Bubbles don’t pop; they deflate slowly. The current price stability is a ceasefire, not a victory. The data shows weak hands are exhausted, but strong hands are not yet stepping in with conviction. Miners have largely stopped forced selling (their daily net outflow dropped from 2,000 BTC to 53 BTC), but that’s a passive reprieve, not active demand.
Here’s the contrarian angle: the “capitulation is over” meme is itself a risk. If the market internalizes the narrative too quickly, it may front-run the next catalyst—CPI data on July 11 and Fed Chair Powell’s congressional testimony on July 9-10. A hot CPI print or a hawkish tone from Powell would invert the fragile optimism.

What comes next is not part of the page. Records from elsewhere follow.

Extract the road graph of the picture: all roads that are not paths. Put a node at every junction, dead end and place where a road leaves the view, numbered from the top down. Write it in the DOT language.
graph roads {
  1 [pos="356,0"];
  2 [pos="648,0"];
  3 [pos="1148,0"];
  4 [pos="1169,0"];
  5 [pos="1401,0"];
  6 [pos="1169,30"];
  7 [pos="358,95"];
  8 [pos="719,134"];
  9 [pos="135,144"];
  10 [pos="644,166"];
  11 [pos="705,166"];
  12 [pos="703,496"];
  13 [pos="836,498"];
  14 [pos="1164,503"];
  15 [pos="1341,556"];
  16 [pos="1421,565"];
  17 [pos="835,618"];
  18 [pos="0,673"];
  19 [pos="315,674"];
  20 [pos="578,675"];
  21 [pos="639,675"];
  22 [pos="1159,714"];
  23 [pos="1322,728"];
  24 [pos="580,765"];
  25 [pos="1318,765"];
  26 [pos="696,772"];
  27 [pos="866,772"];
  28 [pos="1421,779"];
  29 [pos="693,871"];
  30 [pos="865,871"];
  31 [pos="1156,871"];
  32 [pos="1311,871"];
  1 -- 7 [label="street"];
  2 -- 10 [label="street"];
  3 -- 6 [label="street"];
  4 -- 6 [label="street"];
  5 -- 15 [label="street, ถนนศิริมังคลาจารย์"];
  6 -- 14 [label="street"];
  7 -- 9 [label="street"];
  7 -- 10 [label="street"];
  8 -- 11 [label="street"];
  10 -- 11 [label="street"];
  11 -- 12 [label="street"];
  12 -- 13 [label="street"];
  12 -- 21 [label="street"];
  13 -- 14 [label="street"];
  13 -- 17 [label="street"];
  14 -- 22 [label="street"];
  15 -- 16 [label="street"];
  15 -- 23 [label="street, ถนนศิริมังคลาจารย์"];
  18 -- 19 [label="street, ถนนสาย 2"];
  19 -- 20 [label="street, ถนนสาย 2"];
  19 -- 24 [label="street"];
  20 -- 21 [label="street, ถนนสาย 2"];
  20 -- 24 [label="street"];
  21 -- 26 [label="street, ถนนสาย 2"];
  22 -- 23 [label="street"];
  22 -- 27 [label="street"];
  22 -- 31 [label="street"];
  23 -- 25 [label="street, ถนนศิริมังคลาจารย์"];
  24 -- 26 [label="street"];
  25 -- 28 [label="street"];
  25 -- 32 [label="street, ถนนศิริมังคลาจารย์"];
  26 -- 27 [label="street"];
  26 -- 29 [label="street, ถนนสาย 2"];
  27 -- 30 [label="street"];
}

The derivatives-driven longs would unwind fast, potentially pushing price back toward the $55K support level that held only because sellers had no bullets left. Liquidity is a mirage in high heat.

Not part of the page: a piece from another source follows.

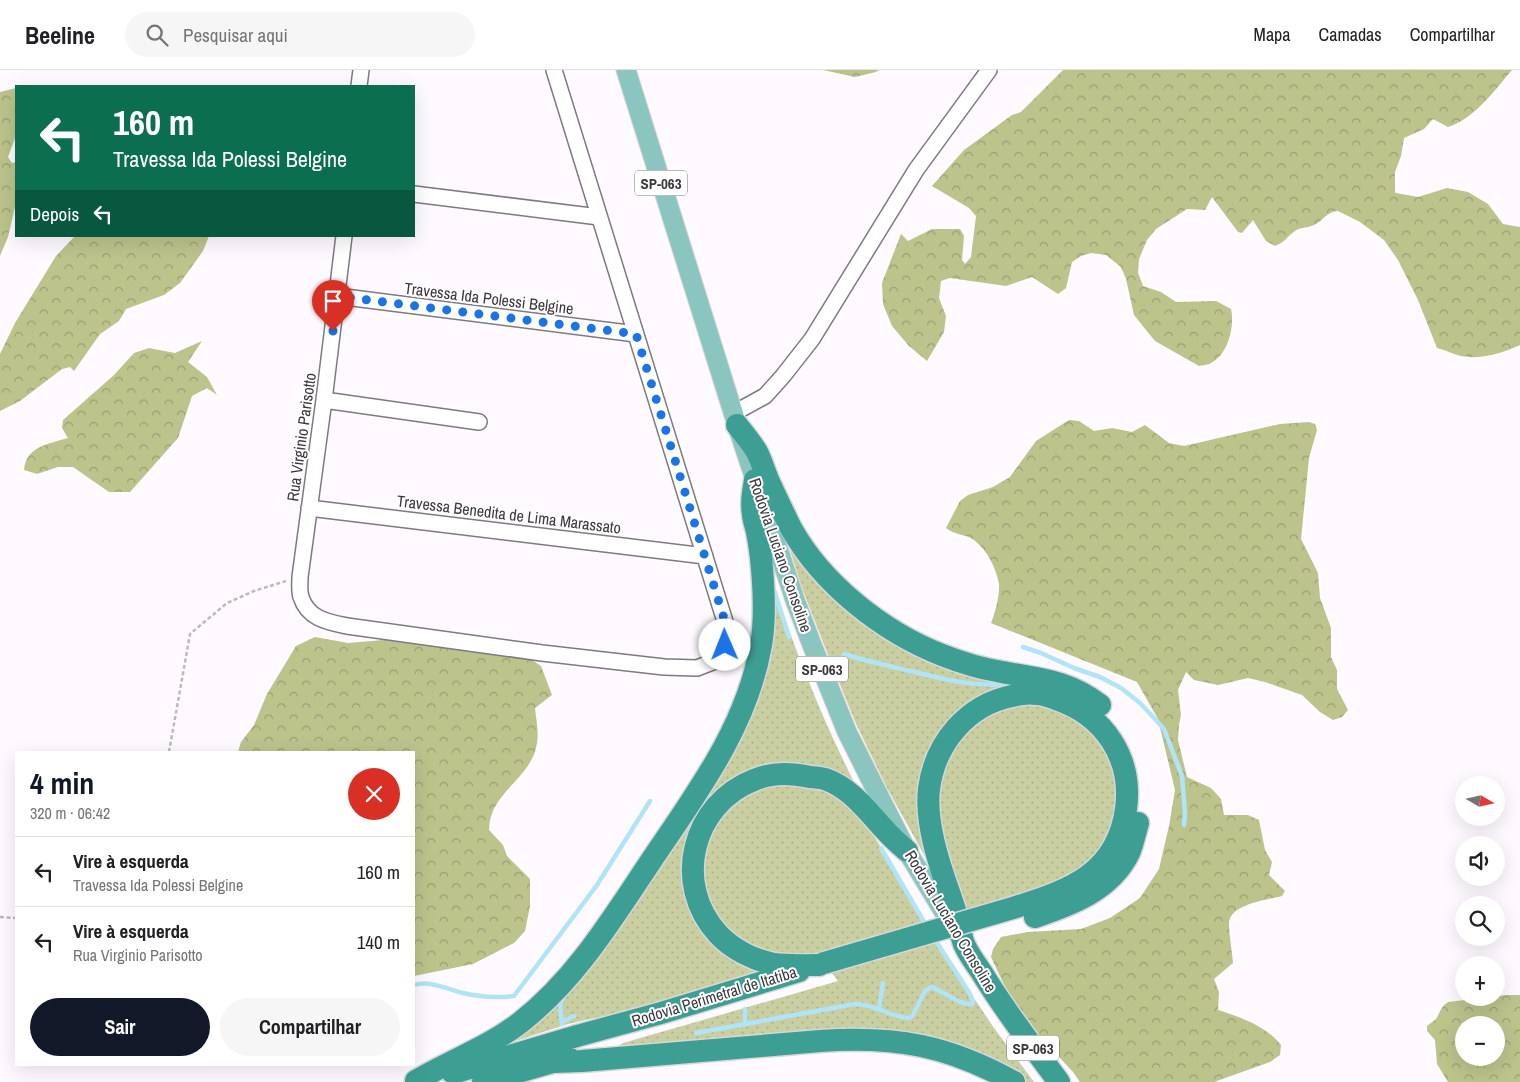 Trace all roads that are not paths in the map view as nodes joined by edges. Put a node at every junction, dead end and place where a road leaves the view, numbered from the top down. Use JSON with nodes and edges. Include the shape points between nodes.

What the consensus misses is that the current price structure is a textbook “relief rally within a downtrend.” It lacks the second derivative of spot accumulation. The buying we see is concentrated in perpetuals, where funding rates have ticked positive but not yet extreme. That suggests leveraged speculators are betting on a macro-friendly outcome, not that actual cash is flowing into the asset. Consensus is fragile.
To understand the risk, look at the exchange flow data. Bitcoin balances on exchanges have risen marginally over the past week, reversing the decline that accompanied the June sell-off. Coins are moving back onto exchanges, likely in anticipation of selling into the rally. If the macro event disappoints, those coins become forced supply.

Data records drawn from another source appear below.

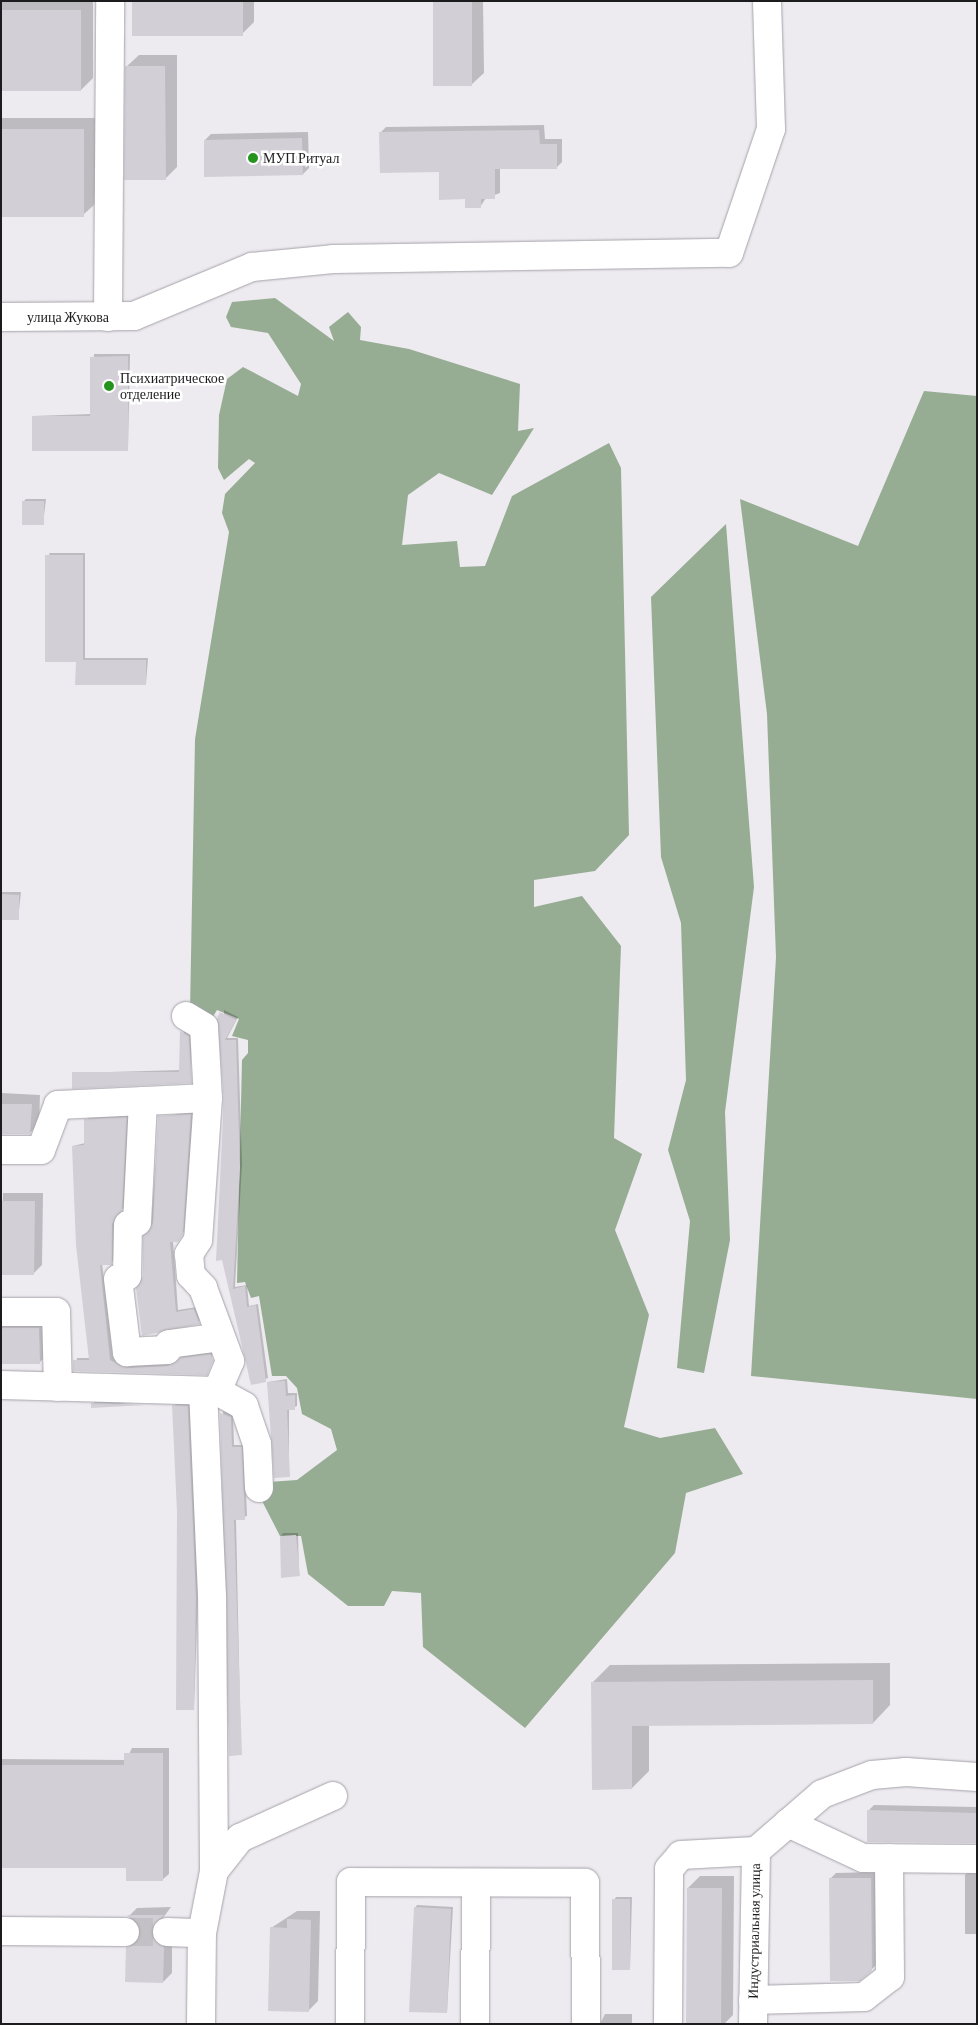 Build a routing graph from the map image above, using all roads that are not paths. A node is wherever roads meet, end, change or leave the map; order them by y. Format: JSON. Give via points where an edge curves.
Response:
{"nodes":[{"id":1,"x":110,"y":1,"type":"edge"},
{"id":2,"x":767,"y":1,"type":"edge"},
{"id":3,"x":121,"y":316,"type":"junction"},
{"id":4,"x":1,"y":317,"type":"edge"},
{"id":5,"x":186,"y":1016,"type":"dead end"},
{"id":6,"x":208,"y":1098,"type":"junction"},
{"id":7,"x":143,"y":1101,"type":"junction"},
{"id":8,"x":1,"y":1150,"type":"edge"},
{"id":9,"x":1,"y":1312,"type":"edge"},
{"id":10,"x":221,"y":1336,"type":"junction"},
{"id":11,"x":1,"y":1385,"type":"edge"},
{"id":12,"x":58,"y":1387,"type":"junction"},
{"id":13,"x":210,"y":1391,"type":"junction"},
{"id":14,"x":259,"y":1488,"type":"dead end"},
{"id":15,"x":977,"y":1777,"type":"edge"},
{"id":16,"x":333,"y":1796,"type":"dead end"},
{"id":17,"x":788,"y":1823,"type":"junction"},
{"id":18,"x":756,"y":1851,"type":"junction"},
{"id":19,"x":889,"y":1858,"type":"junction"},
{"id":20,"x":977,"y":1859,"type":"edge"},
{"id":21,"x":214,"y":1871,"type":"junction"},
{"id":22,"x":476,"y":1883,"type":"junction"},
{"id":23,"x":1,"y":1931,"type":"edge"},
{"id":24,"x":125,"y":1932,"type":"tunnel mouth"},
{"id":25,"x":167,"y":1932,"type":"tunnel mouth"},
{"id":26,"x":202,"y":1932,"type":"junction"},
{"id":27,"x":753,"y":2012,"type":"edge"},
{"id":28,"x":201,"y":2024,"type":"edge"},
{"id":29,"x":350,"y":2024,"type":"edge"},
{"id":30,"x":475,"y":2024,"type":"edge"},
{"id":31,"x":586,"y":2024,"type":"edge"},
{"id":32,"x":668,"y":2024,"type":"edge"}],
"edges":[{"from":1,"to":3,"type":"street"},
{"from":2,"to":3,"type":"street","via":[[771,129],[729,253],[333,259],[252,267]]},
{"from":3,"to":4,"type":"street","name":"улица Жукова"},
{"from":5,"to":6,"type":"street","via":[[204,1027]]},
{"from":6,"to":7,"type":"street"},
{"from":6,"to":10,"type":"street","via":[[198,1240],[189,1254],[191,1274],[204,1288]]},
{"from":7,"to":8,"type":"street","via":[[58,1104],[41,1150]]},
{"from":7,"to":10,"type":"street","via":[[137,1222],[128,1225],[127,1276],[118,1279],[127,1352],[167,1350],[169,1344]]},
{"from":9,"to":12,"type":"street","via":[[56,1312]]},
{"from":10,"to":13,"type":"street","via":[[230,1361]]},
{"from":11,"to":12,"type":"street"},
{"from":12,"to":13,"type":"street"},
{"from":13,"to":14,"type":"street","via":[[244,1406],[257,1444]]},
{"from":13,"to":21,"type":"street"},
{"from":15,"to":17,"type":"street","name":"Индустриальная улица","via":[[906,1772],[872,1775],[822,1794]]},
{"from":16,"to":21,"type":"street","via":[[240,1838]]},
{"from":17,"to":18,"type":"street","name":"Индустриальная улица"},
{"from":17,"to":19,"type":"street","via":[[863,1858]]},
{"from":18,"to":27,"type":"street","name":"Индустриальная улица"},
{"from":18,"to":32,"type":"street","via":[[681,1855],[669,1868]]},
{"from":19,"to":20,"type":"street"},
{"from":19,"to":27,"type":"street","via":[[890,1976],[864,1997]]},
{"from":21,"to":26,"type":"street"},
{"from":22,"to":29,"type":"street","via":[[351,1882]]},
{"from":22,"to":30,"type":"street"},
{"from":22,"to":31,"type":"street","via":[[585,1883]]},
{"from":23,"to":24,"type":"street"},
{"from":25,"to":26,"type":"street"},
{"from":26,"to":28,"type":"street"}]}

Code is law, until the chain forks. Here, the “code” is the supply schedule—fixed at 21 million. But the “fork” is the market’s changing interpretation of that supply. Right now, the market is pricing a linear return to pre-selloff levels. But the underlying structure: thin spot depth + leveraged longs + macro uncertainty = a high probability of a violent shakeout.
So where does this leave us? The next 10 trading days are critical. I’ll be watching three signals: 1) Bitcoin spot volume on Coinbase breaking above 25,000 BTC/day with price above $64,000, indicating real demand; 2) perpetual funding rates staying below 0.01% per 8 hours—if they spike, that’s a warning that leverage is overheating; 3) ETF net flows maintaining positive momentum above $100 million daily, not just a single-day spike.
If all three align, the ceasefire turns into a genuine recovery. But if spot volume stays low and funding rates climb, the market is setting up for a classic fakeout—a momentary breakout above resistance that fails and reverses sharply. We’ve seen this pattern in every cycle since 2017: the capitulation narrative sells a story of cleansing, but the true bottom requires a second leg of active accumulation, not just passive exhaustion.
The takeaway is uncomfortable for bulls: the best thing that could happen to this market is a slow bleed sideways for another two weeks, bleeding out the leveraged speculators until spot buyers see low volatility as an invitation. A quick pump now would only reinforce the derivatives-driven feedback loop, leaving the system vulnerable to the next external shock.
Watch the volume. Watch the funding. The lies are in the liquidity, not the price.